**ASSIGNMENT**
Check each line of the listing below for the word "dead" and say how many lines have it. Nothing else should be written.

**DATASET**

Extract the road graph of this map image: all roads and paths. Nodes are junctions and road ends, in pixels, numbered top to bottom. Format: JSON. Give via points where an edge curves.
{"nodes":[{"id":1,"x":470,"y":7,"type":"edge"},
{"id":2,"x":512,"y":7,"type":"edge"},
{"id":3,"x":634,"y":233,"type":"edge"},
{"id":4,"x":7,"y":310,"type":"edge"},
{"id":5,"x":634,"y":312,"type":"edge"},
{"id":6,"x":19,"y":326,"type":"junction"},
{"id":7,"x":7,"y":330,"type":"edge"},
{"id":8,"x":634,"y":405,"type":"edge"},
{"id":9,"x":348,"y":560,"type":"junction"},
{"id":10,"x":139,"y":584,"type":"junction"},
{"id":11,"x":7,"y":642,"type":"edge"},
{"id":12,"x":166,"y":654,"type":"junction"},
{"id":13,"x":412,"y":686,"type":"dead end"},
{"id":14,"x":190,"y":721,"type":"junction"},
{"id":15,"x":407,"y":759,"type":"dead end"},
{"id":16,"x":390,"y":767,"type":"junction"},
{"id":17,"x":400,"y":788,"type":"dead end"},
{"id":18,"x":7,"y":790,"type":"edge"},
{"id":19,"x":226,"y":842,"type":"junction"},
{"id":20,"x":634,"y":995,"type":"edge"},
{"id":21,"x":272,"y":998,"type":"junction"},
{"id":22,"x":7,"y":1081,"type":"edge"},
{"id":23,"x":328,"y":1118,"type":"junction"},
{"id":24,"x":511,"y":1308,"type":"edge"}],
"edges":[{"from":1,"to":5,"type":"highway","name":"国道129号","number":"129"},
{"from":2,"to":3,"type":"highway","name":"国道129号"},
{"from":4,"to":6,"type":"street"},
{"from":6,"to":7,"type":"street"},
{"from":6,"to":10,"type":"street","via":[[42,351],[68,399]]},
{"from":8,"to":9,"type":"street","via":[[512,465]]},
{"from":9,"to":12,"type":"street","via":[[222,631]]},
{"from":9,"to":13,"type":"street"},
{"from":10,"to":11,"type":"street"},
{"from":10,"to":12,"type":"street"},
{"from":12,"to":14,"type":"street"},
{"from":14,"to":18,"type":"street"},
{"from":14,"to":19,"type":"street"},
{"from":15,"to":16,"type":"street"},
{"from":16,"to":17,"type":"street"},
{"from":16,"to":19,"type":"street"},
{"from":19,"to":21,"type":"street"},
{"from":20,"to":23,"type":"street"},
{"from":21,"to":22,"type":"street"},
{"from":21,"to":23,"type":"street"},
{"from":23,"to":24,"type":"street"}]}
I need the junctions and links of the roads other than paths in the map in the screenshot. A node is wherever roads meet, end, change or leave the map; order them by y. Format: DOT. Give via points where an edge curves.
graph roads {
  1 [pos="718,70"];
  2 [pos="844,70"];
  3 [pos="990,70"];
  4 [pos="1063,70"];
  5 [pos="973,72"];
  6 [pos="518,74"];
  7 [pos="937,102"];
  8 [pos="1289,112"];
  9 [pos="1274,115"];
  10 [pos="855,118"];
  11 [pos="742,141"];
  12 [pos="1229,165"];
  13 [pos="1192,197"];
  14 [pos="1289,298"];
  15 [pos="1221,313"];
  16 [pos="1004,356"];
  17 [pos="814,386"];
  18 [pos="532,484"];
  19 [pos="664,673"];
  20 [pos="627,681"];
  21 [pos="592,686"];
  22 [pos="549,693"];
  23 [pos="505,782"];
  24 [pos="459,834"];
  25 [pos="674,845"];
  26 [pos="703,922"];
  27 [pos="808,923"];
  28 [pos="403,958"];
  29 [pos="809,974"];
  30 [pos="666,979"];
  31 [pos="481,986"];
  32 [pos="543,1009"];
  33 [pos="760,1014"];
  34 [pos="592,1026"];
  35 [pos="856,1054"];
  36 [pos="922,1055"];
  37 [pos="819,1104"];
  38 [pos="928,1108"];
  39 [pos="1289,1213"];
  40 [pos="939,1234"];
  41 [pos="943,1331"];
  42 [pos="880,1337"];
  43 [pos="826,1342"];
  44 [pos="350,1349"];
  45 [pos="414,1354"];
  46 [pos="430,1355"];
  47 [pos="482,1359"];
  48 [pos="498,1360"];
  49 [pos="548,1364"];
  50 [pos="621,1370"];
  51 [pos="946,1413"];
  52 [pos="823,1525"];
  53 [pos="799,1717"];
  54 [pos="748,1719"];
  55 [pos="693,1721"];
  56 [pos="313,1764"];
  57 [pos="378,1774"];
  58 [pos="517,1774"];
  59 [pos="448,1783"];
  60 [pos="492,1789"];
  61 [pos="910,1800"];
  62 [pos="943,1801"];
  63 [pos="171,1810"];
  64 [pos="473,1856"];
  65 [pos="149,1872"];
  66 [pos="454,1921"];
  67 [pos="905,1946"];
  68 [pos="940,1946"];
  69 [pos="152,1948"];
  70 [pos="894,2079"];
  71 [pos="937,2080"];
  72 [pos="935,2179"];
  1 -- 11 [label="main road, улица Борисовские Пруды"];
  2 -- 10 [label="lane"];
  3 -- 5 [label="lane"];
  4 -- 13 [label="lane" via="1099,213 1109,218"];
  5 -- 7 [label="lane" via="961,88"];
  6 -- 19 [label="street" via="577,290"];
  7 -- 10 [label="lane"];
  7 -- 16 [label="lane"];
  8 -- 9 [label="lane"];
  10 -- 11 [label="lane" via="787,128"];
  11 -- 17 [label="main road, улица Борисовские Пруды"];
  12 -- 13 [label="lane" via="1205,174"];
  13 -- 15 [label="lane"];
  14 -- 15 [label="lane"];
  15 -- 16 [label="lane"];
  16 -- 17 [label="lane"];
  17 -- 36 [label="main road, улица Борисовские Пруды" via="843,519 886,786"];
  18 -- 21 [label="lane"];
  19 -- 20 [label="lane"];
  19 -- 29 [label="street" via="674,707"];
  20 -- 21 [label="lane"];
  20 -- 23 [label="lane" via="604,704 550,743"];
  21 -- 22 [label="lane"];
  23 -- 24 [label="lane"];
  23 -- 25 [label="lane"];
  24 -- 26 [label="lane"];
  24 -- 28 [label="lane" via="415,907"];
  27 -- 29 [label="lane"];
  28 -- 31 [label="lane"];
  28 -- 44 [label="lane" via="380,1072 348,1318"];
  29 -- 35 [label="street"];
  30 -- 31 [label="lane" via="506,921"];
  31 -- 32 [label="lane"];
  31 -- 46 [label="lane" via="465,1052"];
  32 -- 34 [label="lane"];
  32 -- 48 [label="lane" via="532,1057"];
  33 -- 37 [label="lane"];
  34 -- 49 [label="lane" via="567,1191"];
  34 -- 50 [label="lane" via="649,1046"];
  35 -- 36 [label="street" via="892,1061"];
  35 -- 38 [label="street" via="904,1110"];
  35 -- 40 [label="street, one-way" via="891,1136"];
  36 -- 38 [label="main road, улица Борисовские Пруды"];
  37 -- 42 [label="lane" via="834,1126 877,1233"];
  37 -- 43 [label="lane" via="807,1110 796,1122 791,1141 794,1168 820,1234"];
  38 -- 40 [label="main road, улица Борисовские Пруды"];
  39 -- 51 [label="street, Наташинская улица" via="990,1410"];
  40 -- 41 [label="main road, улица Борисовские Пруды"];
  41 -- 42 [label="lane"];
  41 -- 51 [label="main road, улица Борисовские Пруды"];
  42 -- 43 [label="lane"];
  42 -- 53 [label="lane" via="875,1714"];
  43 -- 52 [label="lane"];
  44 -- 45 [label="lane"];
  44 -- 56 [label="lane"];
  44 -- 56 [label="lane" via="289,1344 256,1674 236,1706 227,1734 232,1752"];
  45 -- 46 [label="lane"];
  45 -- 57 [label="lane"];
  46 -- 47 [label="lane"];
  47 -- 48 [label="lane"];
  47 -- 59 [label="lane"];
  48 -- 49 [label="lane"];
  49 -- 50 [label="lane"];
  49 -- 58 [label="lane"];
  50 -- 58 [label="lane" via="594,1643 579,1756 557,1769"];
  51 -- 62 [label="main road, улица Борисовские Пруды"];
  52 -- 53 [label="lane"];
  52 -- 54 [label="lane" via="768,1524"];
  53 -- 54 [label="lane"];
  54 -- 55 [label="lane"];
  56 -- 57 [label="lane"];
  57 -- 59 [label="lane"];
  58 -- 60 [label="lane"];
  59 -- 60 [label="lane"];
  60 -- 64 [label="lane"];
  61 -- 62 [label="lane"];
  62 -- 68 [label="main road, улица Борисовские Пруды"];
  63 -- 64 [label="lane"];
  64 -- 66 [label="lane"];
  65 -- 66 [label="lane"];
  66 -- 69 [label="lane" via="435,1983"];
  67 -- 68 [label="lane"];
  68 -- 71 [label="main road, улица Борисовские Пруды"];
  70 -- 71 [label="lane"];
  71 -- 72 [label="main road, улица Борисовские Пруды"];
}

**ANSWER SECTION**
3